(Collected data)
- - - - - - -
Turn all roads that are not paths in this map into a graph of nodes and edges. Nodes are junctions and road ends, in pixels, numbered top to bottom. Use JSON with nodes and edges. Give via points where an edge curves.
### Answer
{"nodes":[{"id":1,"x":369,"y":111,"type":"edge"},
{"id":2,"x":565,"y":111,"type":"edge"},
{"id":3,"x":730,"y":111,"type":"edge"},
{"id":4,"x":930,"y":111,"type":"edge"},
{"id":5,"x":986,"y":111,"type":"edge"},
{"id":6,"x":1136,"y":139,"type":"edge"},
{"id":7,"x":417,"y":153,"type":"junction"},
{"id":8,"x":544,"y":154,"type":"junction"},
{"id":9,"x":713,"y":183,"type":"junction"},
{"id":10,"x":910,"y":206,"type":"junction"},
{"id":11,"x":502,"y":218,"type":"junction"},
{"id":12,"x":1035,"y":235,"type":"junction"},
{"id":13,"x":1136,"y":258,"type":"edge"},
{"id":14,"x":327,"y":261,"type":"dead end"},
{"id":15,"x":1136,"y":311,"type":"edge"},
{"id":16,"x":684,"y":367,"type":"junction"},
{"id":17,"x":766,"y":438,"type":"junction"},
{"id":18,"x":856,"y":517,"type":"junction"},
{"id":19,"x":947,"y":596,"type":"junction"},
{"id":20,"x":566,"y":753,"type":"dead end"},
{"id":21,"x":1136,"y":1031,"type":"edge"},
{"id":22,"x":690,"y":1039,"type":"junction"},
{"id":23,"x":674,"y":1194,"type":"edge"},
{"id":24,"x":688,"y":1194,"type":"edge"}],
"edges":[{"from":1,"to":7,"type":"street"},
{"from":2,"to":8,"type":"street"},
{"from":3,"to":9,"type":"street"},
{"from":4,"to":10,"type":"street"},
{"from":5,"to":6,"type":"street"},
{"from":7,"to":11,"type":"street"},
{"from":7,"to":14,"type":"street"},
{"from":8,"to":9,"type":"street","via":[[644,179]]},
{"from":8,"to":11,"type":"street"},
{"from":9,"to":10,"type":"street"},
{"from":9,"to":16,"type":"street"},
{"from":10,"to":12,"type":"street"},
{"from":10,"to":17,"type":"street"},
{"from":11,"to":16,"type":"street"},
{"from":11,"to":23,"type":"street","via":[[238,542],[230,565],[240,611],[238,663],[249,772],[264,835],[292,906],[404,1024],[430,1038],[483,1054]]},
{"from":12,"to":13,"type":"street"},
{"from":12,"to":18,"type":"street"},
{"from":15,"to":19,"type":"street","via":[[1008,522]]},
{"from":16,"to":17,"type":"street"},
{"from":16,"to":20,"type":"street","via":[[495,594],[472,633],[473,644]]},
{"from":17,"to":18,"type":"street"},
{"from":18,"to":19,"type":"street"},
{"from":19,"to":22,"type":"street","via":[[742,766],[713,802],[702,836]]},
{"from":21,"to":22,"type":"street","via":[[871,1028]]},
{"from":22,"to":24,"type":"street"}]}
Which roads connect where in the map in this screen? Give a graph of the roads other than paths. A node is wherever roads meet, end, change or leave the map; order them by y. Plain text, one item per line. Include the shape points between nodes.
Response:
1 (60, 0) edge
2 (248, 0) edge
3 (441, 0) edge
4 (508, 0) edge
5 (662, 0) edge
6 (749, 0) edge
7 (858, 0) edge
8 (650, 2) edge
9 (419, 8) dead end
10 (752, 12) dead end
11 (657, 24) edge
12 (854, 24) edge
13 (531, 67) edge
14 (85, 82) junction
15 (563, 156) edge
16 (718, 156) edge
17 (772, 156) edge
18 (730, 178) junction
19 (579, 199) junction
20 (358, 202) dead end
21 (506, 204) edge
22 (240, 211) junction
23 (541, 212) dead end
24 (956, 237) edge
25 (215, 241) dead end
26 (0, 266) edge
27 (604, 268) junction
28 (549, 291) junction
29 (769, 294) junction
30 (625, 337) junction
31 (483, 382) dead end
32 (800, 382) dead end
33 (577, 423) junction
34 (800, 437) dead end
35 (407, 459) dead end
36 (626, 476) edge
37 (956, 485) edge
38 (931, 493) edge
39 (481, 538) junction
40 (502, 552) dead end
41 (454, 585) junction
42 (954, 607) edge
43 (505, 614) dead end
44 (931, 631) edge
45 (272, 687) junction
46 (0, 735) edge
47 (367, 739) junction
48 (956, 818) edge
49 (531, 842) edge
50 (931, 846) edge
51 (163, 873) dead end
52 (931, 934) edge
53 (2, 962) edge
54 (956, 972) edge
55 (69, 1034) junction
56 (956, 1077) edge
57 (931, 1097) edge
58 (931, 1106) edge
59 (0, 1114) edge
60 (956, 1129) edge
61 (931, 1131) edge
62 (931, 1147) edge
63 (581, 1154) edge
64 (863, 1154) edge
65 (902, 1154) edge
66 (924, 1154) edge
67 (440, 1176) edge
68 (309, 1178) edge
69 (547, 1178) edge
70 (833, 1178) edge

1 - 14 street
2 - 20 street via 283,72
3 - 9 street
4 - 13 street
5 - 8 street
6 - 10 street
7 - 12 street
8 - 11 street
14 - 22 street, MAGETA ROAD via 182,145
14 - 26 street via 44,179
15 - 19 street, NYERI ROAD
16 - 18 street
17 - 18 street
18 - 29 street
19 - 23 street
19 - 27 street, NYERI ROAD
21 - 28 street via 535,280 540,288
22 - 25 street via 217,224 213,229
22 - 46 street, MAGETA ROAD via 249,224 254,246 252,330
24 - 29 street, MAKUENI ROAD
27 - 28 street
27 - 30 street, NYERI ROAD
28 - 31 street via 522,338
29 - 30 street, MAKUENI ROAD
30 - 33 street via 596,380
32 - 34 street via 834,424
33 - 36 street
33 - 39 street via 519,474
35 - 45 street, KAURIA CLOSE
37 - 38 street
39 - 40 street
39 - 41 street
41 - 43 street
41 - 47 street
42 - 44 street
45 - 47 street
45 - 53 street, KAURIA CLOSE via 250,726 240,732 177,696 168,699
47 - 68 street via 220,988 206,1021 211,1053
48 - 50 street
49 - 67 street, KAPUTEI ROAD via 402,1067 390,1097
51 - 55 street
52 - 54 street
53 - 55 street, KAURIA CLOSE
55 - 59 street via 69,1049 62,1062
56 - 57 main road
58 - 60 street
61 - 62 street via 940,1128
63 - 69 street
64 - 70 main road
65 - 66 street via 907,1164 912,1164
- - - - - - -
Exercise directions: If a line in the records includes the string "roads", copy it.

Solution for this task:
Turn all roads that are not paths in this map into a graph of nodes and edges. Nodes are junctions and road ends, in pixels, numbered top to bottom. Use JSON with nodes and edges. Give via points where an edge curves.
Which roads connect where in the map in this screen? Give a graph of the roads other than paths. A node is wherever roads meet, end, change or leave the map; order them by y. Plain text, one item per line. Include the shape points between nodes.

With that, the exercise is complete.